When she got home and told me the story, I sat there for a minute and then said, "The only thing that could totally ruin this day would be if that girl decided not to buy my car."
Fast forward a couple hours, to when this girl was on the way to my house to pick up her new/my old car. We got the title and bill of sale all filled out. I took the license plates off, handed her the keys, and said my goodbyes to my first car. As I walked back toward my house, I heard the sound that had haunted my nightmares since I first heard it last winter, when my car refused to start for me. I thought that after all the bad news we'd heard that day, I couldn't be shocked any more. But I literally said to myself, "Is this real life?" I turned around to see my car still sitting in my driveway, not starting for the girl who just bought it from me. I don't usually fell embarrassed, but it's like all of the awkwardness that's evaded me for 20 years pounced all over me at once. We apologized, and tried to play with some wires, then we apologized some more. They, for some mind-boggling reason, said to let them know if we got it running and they'd bring me my money and take it off our hands, while I was honestly holding back the tears that had accumulated throughout the whole day.
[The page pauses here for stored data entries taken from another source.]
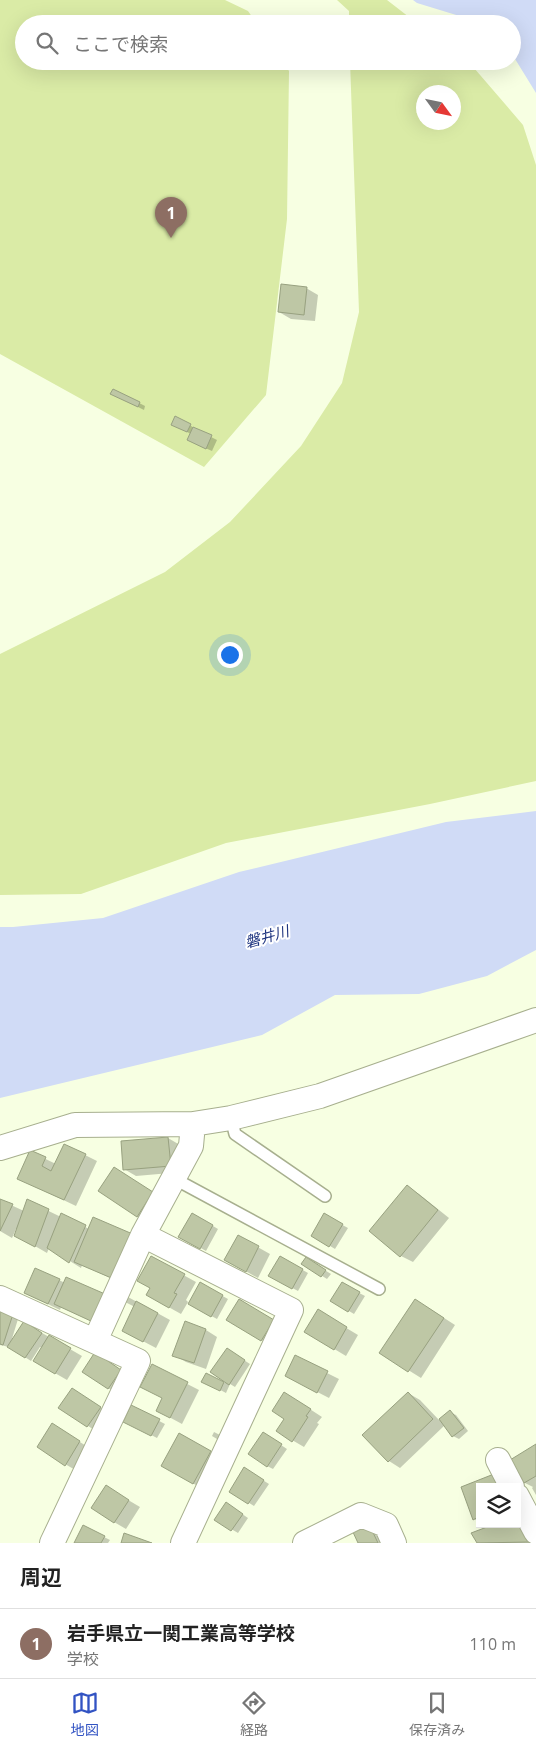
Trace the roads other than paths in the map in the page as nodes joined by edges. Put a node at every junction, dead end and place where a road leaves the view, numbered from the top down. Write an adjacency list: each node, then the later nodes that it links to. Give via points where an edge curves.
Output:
1 (536, 1020): 2 (street, via 320,1096)
2 (231, 1118): 3 (street); 6 (lane, via 235,1134)
3 (193, 1124): 4 (street, via 75,1125); 5 (street, via 191,1146)
4 (0, 1148)
5 (173, 1178): 7 (street); 8 (lane)
6 (325, 1196)
7 (143, 1235): 10 (street); 16 (street, via 291,1310)
8 (378, 1289)
9 (0, 1298): 10 (street)
10 (94, 1341): 15 (street, via 138,1361)
11 (498, 1460): 12 (street)
12 (510, 1483)
13 (521, 1504): 14 (street)
14 (536, 1532)
15 (52, 1543)
16 (183, 1543)
17 (305, 1543): 18 (street, via 361,1515 386,1525)
18 (394, 1543)

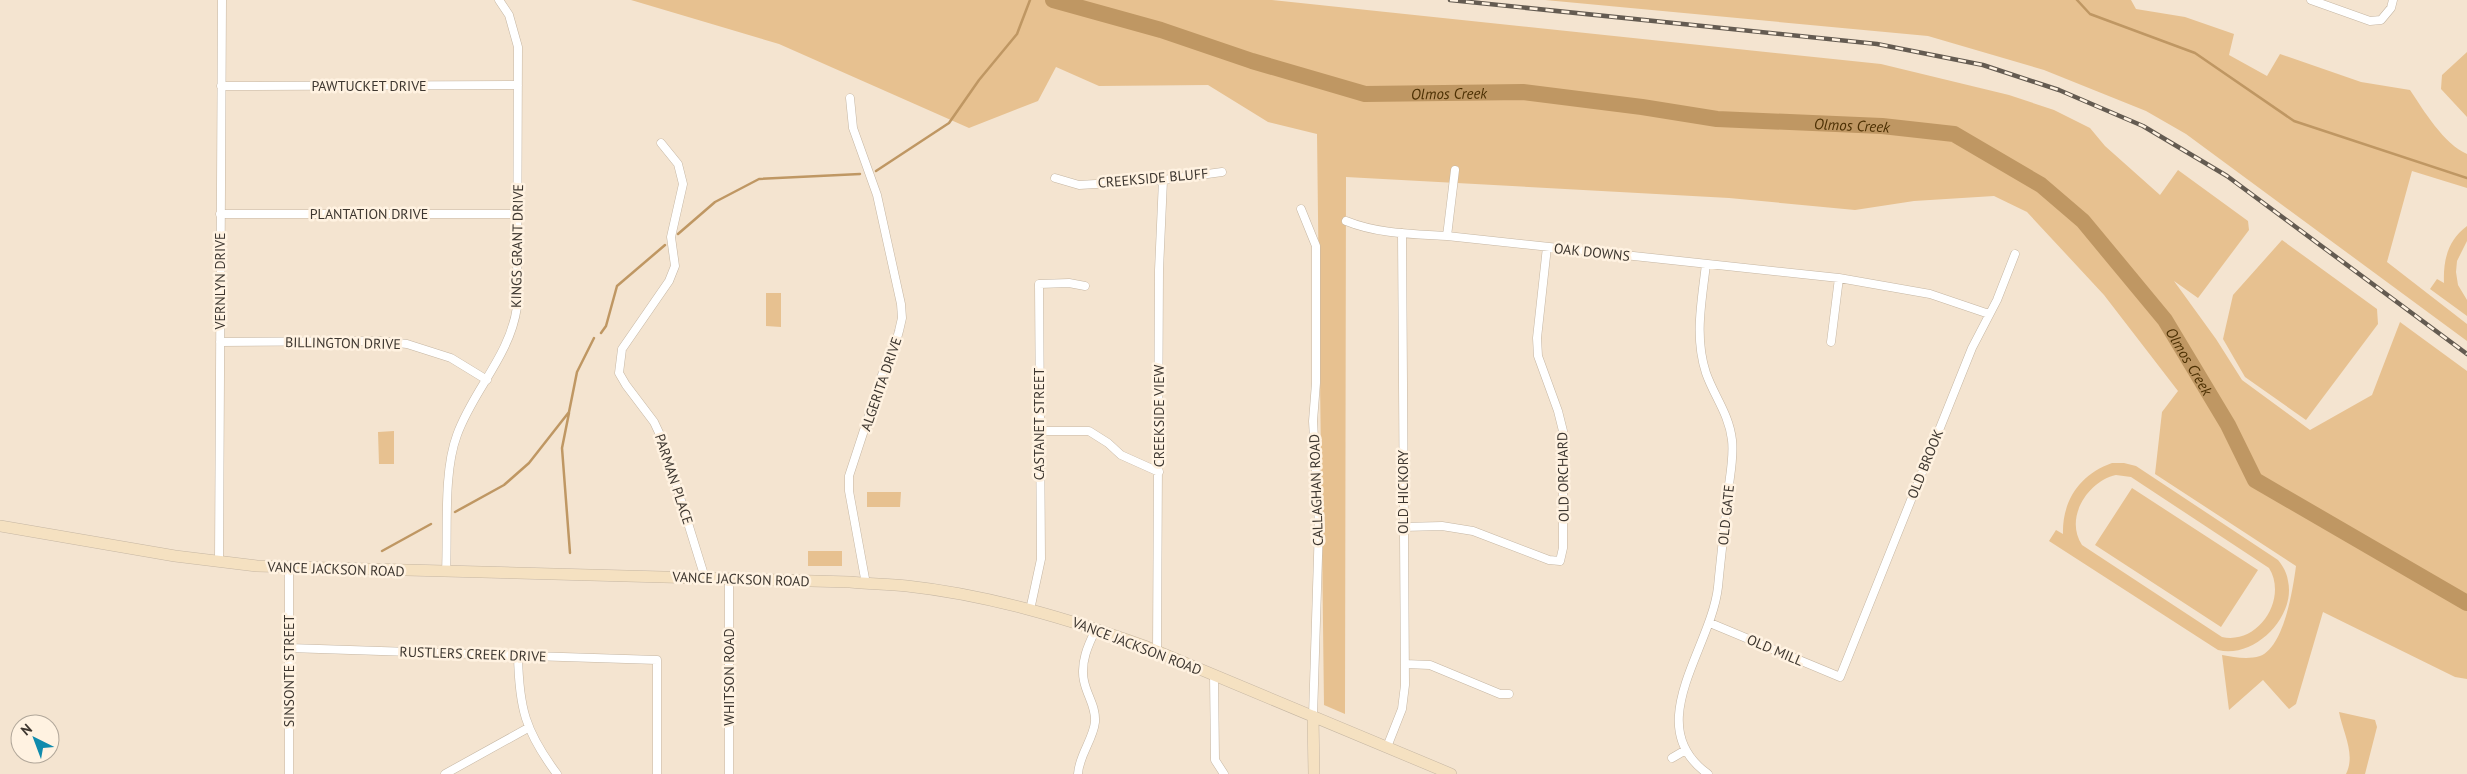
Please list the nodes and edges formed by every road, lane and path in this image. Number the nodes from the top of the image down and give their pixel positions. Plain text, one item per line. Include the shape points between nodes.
1 (222, 0) edge
2 (499, 0) edge
3 (2311, 0) edge
4 (2393, 0) edge
5 (518, 85) junction
6 (221, 86) junction
7 (850, 98) dead end
8 (661, 143) dead end
9 (1455, 170) dead end
10 (1222, 172) dead end
11 (1055, 178) dead end
12 (1163, 180) junction
13 (1301, 208) dead end
14 (220, 214) junction
15 (518, 214) junction
16 (1346, 221) dead end
17 (1402, 233) junction
18 (1447, 236) junction
19 (1546, 248) junction
20 (2015, 254) dead end
21 (1706, 264) junction
22 (1839, 278) junction
23 (1085, 286) dead end
24 (1989, 314) junction
25 (220, 342) junction
26 (1831, 342) dead end
27 (487, 380) junction
28 (1039, 431) junction
29 (1159, 472) junction
30 (0, 526) edge
31 (1404, 527) junction
32 (218, 562) junction
33 (289, 567) junction
34 (446, 572) junction
35 (705, 578) junction
36 (729, 579) junction
37 (866, 584) junction
38 (1030, 610) junction
39 (1710, 623) junction
40 (1096, 629) junction
41 (289, 648) junction
42 (1157, 652) junction
43 (518, 655) junction
44 (1405, 664) junction
45 (1214, 676) junction
46 (1840, 677) joint
47 (1509, 694) dead end
48 (1314, 716) junction
49 (528, 728) junction
50 (1387, 746) junction
51 (1684, 751) junction
52 (1672, 758) dead end
53 (289, 774) edge
54 (445, 774) edge
55 (557, 774) edge
56 (657, 774) edge
57 (729, 774) edge
58 (1078, 774) edge
59 (1224, 774) edge
60 (1314, 774) edge
61 (1451, 774) edge
62 (1708, 774) edge

1 - 6 street, VERNLYN DRIVE
2 - 5 street, KINGS GRANT DRIVE via 515,30
3 - 4 street via 2370,21 2381,20
5 - 6 street, PAWTUCKET DRIVE
5 - 15 street, KINGS GRANT DRIVE
6 - 14 street, VERNLYN DRIVE
7 - 37 street, ALGERITA DRIVE via 853,128 882,212 902,318 894,350 886,363 849,476
8 - 35 street, PARMAN PLACE via 678,164 683,184 671,237 675,266 669,281 622,349 619,373 654,422 662,439
9 - 18 street
10 - 12 street, CREEKSIDE BLUFF
11 - 12 street, CREEKSIDE BLUFF via 1079,185
12 - 29 street, CREEKSIDE VIEW via 1159,270
13 - 48 street, CALLAGHAN ROAD via 1316,246 1313,421 1318,525
14 - 15 street, PLANTATION DRIVE
14 - 25 street, VERNLYN DRIVE
15 - 27 street, KINGS GRANT DRIVE via 516,319
16 - 17 street, OAK DOWNS via 1361,227
17 - 18 street, OAK DOWNS
17 - 31 street, OLD HICKORY
18 - 19 street, OAK DOWNS
19 - 21 street, OAK DOWNS
19 - 31 street, OLD ORCHARD via 1537,338 1538,356 1563,432 1560,561 1549,560 1473,531
20 - 24 street, OLD BROOK
21 - 22 street, OAK DOWNS
21 - 39 street, OLD GATE via 1699,321 1700,350 1706,374 1727,416 1733,448 1716,606
22 - 24 street, OAK DOWNS via 1930,294
22 - 26 street
23 - 28 street, CASTANET STREET via 1039,284
24 - 46 street, OLD BROOK via 1972,348
25 - 27 street, BILLINGTON DRIVE via 380,341 407,344 451,358
25 - 32 street, VERNLYN DRIVE
27 - 34 street, KINGS GRANT DRIVE via 461,423 452,448
28 - 29 street via 1089,431 1121,455
28 - 38 street, CASTANET STREET via 1041,559
29 - 42 street, CREEKSIDE VIEW
30 - 32 main road, VANCE JACKSON ROAD
31 - 44 street, OLD HICKORY
32 - 33 main road, VANCE JACKSON ROAD
33 - 34 main road, VANCE JACKSON ROAD
33 - 41 street, SINSONTE STREET
34 - 35 main road, VANCE JACKSON ROAD
35 - 36 main road, VANCE JACKSON ROAD
36 - 37 main road, VANCE JACKSON ROAD
36 - 57 street, WHITSON ROAD
37 - 38 main road, VANCE JACKSON ROAD via 908,586
38 - 40 main road, VANCE JACKSON ROAD
39 - 46 street, OLD MILL
39 - 51 street, OLD GATE via 1679,705 1678,730
40 - 42 main road, VANCE JACKSON ROAD
40 - 58 street via 1083,668 1084,682 1094,707 1094,724
41 - 43 street, RUSTLERS CREEK DRIVE
41 - 53 street, SINSONTE STREET
42 - 45 main road, VANCE JACKSON ROAD
43 - 49 street via 518,690
43 - 56 street, RUSTLERS CREEK DRIVE via 657,660
44 - 47 street via 1430,665 1500,694
44 - 50 street, OLD HICKORY via 1402,709
45 - 48 main road, VANCE JACKSON ROAD
45 - 59 street via 1214,751 1215,760
48 - 50 main road, VANCE JACKSON ROAD
48 - 60 main road, CALLAGHAN ROAD
49 - 54 street
49 - 55 street
50 - 61 main road, VANCE JACKSON ROAD
51 - 52 street
51 - 62 street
After they left, my dad and I kinda sat there, and then he said, "Do you want to go see a movie." Then I said, "Okay." We headed over to the theater to see a movie that I'd been itching to see all week, and about halfway into it, we both fell asleep ha ha. But, the weird thing is that, at the end of that unrealistically, unbelievably weird day, all I wanted to do was be around my family. We're getting tougher with all this stuff we have to deal with, and I hope that holds true for forever.
Today, I woke up and realized (again) the power of a night of sleep. It kind of waters down emotions. Sometimes, it's a bad thing (like when you had an amazing day/night previous, and you want to keep reliving it over and over). But in the case of August 24, 2012 in the Bennett house (which I will probably refer to as the Day the Cars Died from now on), it was an amazing 6 hours of sleep that allowed me to wake up and laugh, just a little but, at our strange luck.
So, if you're still there, I have just one more thing to share. “The great thing is, if one can, to stop regarding all the unpleasant things as interruptions in one's 'own' or 'real' life. The truth is, of course, that what one regards as interruptions are precisely one's life.” --C.S. Lewis
I once told myself that this would be my life motto, and luckily it came to me while I was reviewing yesterday's events. So, yes, all of my human-made plans crashed and burned, and then the ashes of that spontaneously combusted and were then flushed down the toilet. But, it is nice to know that the one guy who is in charge of all this (and by this, I mean the lives of every person ever to live) does have a plan that can't go wrong. I guess now's the part where I wait until the day where I can look back on the Day the Cars Died and say, "Oh, I sure am glad that happened." Which will be a weird, weird day.
I'm glad you survived. Also, if the movie you wen to see was Premium Rush, I am incredibly jealous.